When I spoke to Mike McNamee of the Resource Center, which is the company that picks up and recycles the bottles and cans from both the State Street and Chicago dorms at SAIC, I asked him: paper or plastic? There are problems and issues that come with recycling. There’s no clear-cut choice. The real answer, of course, is to bring your own canvas bag to the grocery store. In my conversation with McNamee when I noted this answer to the question, he agreed, saying that it usually isn’t hard to come up with a creative solution. “Anything is recyclable,” McNamee told me, “if someone is willing to build a factory and remake it into something else.” But that something else has to be a viable product. This is business, after all, and not much gets done in America without a profit margin being met.
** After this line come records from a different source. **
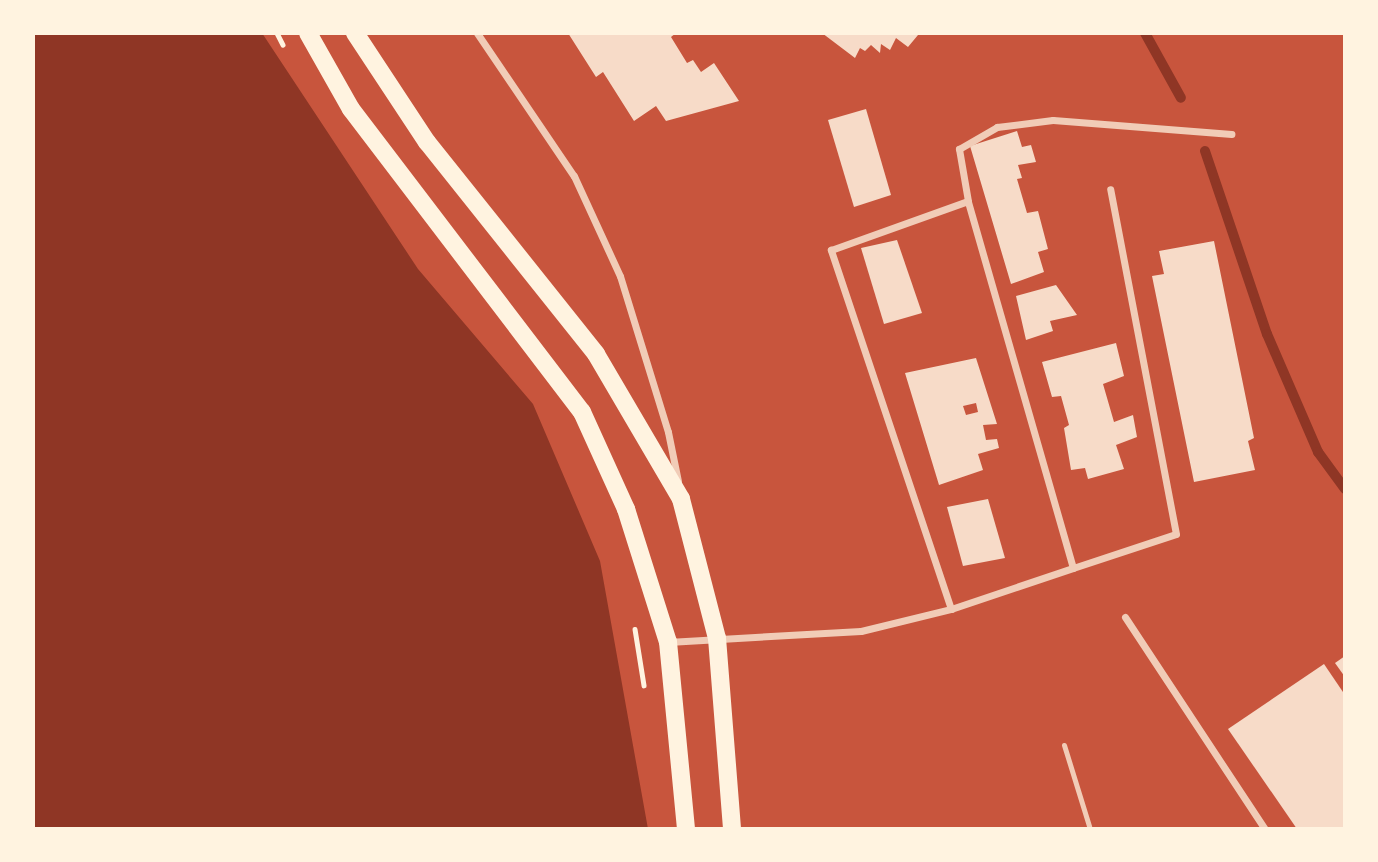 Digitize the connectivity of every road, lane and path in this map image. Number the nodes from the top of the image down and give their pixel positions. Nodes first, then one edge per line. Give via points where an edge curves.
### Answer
1 (277, 33) edge
2 (308, 33) edge
3 (355, 33) edge
4 (477, 33) edge
5 (285, 48) dead end
6 (1231, 134) dead end
7 (1110, 189) dead end
8 (968, 201) junction
9 (681, 499) junction
10 (1073, 568) junction
11 (951, 609) junction
12 (1125, 617) dead end
13 (632, 620) dead end
14 (717, 638) junction
15 (667, 642) junction
16 (645, 692) dead end
17 (1064, 745) dead end
18 (1089, 828) edge
19 (686, 829) edge
20 (732, 829) edge
21 (1265, 829) edge

1 - 5 path
2 - 15 main road via 351,109 582,412 626,509
3 - 9 main road via 427,142 596,354
4 - 9 street via 574,176 620,276 668,432
6 - 8 street via 1053,120 997,127 959,149
7 - 10 street via 1176,534
8 - 10 street
8 - 11 street via 831,250
9 - 14 main road
10 - 11 street
11 - 14 street via 861,631
12 - 21 street
13 - 16 path
14 - 15 street
14 - 20 main road
15 - 19 main road
17 - 18 lane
The Resource Center is a not-for-profit organization which has been in business for over 25 years. They guarantee in writing that at least 99 percent of the recyclables they pick up from our dorms (and anywhere else they collect recyclables) will be delivered to reuse facilities. This is hugely important in a time when plenty of people don’t bother to recycle because they don’t believe it does any good. I’ve heard plenty of people say that they think it still ends up in a landfill. And this may be the case depending, on who is collecting the recyclables.

With the Resource Center picking-up our bottles and cans from the dorms, we can feel assured that they get another life. Most of it goes through what is called full-circle recycling. The glass is melted down and remade into glass bottles, clear glass back into clear glass, brown glass back into brown glass, and green glass back into green glass. The steel food cans, like soup cans, are sent down to Gary, Indiana, where they are made back into steel cans. The aluminum cans are made back into aluminum cans. What isn’t part of full circle recycling is plastic. By FDA guidelines, plastic can’t be remade into food-grade plastic containers, because it can’t be heated high enough to kill all the bacteria. Therefore, the plastics we recycle are made into such things as fleece, plastic lumber, and non-food containers.

While this is good news, this is only a very small percentage of our refuse at SAIC. After all, the dorms are buildings where the majority of our students, faculty, and staff do not go. In our other buildings on Wabash, Michigan, and Columbus, our Operations Department has set out bins for paper recycling only. Any paper product can be recycled via these bins, that I’m told are in every office in the school and on every floor. Paper, which includes office paper, newspaper, magazines, and cardboard, is able to be recycled everywhere on campus, including the dorms. Plastic, glass, aluminum, and steel, however, are only collected in the dorms. I remember looking for bins to recycle my plastic water bottles when I first got to school here, and I didn’t find any. Now I know that is because those bins aren’t there.

Michael Caronti, assistant director of operations at SAIC, explained to me that we don’t have the facilities to provide bottle and can recycling anywhere else on campus besides the dorms. He said this is because the bottles and cans must be rinsed. He told me of a university he visited in the suburbs of Chicago where student workers take all the bottles and cans to a huge dock area where everything is rinsed. At SAIC, Caronti explained, we don’t have the space or the budget to pay employees to do this. He said he was open to suggestions, a creative solution, as McNamee suggested. We have a creative student body, we should be able to present our operations department with some ideas.

When I followed up on this, however, McNamee said it is not a requirement that bottles and cans be rinsed. It’s a suggestion, he explained, for our own comfort, to cut down on attracting pests and rodents. Of course, the sugary, sweet syrup residue in an empty soda can exists just the same, whether that can is in a blue recycling bag, trash bag, or bin. I was excited by this revelation and went back to Caronti to find out if we might be able to explore adding more recycling to what we are currently doing, but the story changed.

When I told Caronti what I had discovered, he said that wasn’t the issue. He told me that National Waste Services, who is contracted by the Art Institute to pick up our trash at both the museum and all the school buildings, sorts out the recyclables at their facility. I asked for a contact at a National Waste to verify this and was not given one. I did, however, speak to Betsy Vandercook who is the president of the Chicago Recycling Coalition, as well as being in charge of the UICycle program at UIC. She was familiar with National and their program. She explained to me that this kind of recycling program is called passive recycling and that this method of recycling gets about a 5 percent rate of recyclables. She explained to me that at UIC, where they have a pretty decent program in place, their recycling rate is about 25 percent. An extraordinary program rate would be 60 percent.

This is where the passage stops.